Oblivious to the ridicule of passing coachmen, Hanway persisted and soon his invention, the umbrella, was jeopardising the livelihoods of those very coachmen who had mocked him.
. . .
Charles Hamilton of Painshill Park in Surrey was one of many wealthy Englishmen who, in the mid-1700s, advertised for a hermit to live on his land, offering £700 in return for seven years of ascetic solitude spent studying the Bible while dressed in a camel-hair robe.
Sadly, the only known applicant had to be sacked when he was spotted at the local pub three weeks after moving in.
. . .
... perhaps the most remarkable character of the time was John 'Mad Jack' Mytton, a heavy-drinking Shropshire squire.
He owned a bear, named Nell, on the back of whom he once rode into a dinner party in full hunting gear, roaring "Tally ho!" as his guests dived for cover.
Nell later ate part of his leg,but this did not blunt Mad Jack's passion for animals; at one point there were estimated to be 2,000 dogs in his house.
They were fed steak and champagne and the dining room on the first floor was fitted with a trapdoor so his pet giraffe could join him for Sunday lunch.
Mad Jack could be rather less kind towards humans.

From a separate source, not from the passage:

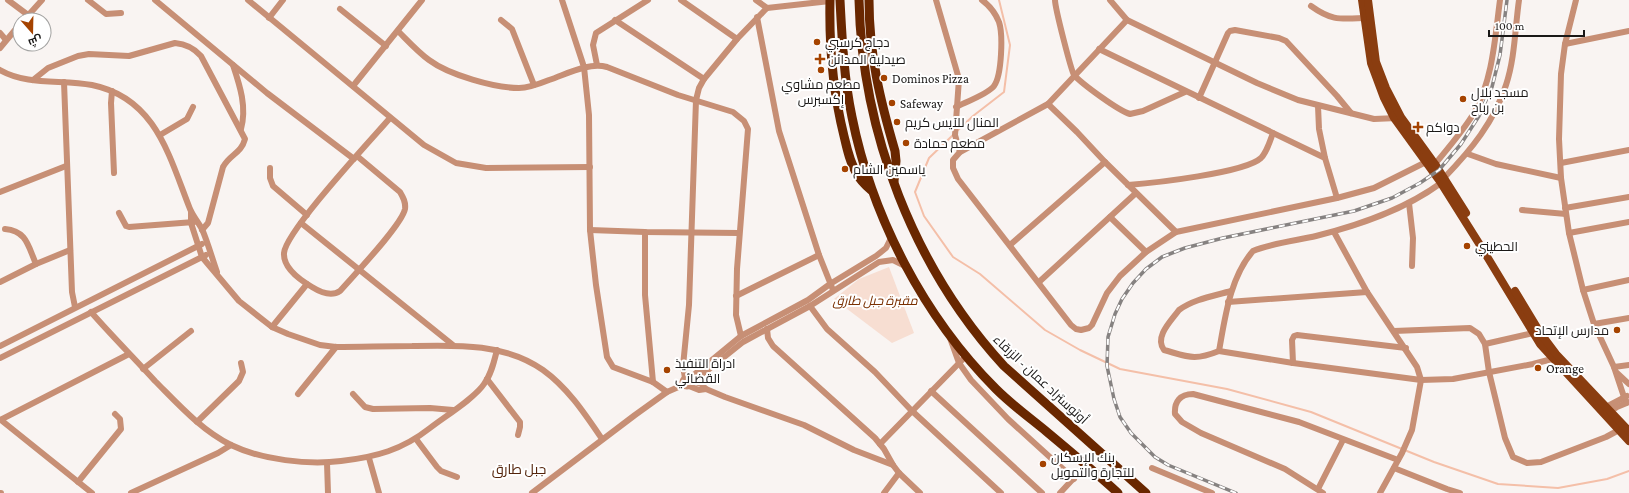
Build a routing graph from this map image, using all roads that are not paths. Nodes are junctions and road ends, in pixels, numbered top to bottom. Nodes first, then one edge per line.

One night after entertaining his doctor and local parson for dinner he dressed up as a highwayman and ambushed his two guests on their way home, firing shots over their heads and chasing after them as they ran for their lives.
. . .
But perhaps one of my most surprising discoveries was an Englishman who in some ways way matched the behaviour of such eccentrics as bearriding 'Mad Jack' Mytton.
Like Mytton before him, Hew Kennedy is a wealthy Shropshire landowner and he has spent years building a life-size replica of a trebuchet, a 30-ton medieval catapult, the height of a four-storey building.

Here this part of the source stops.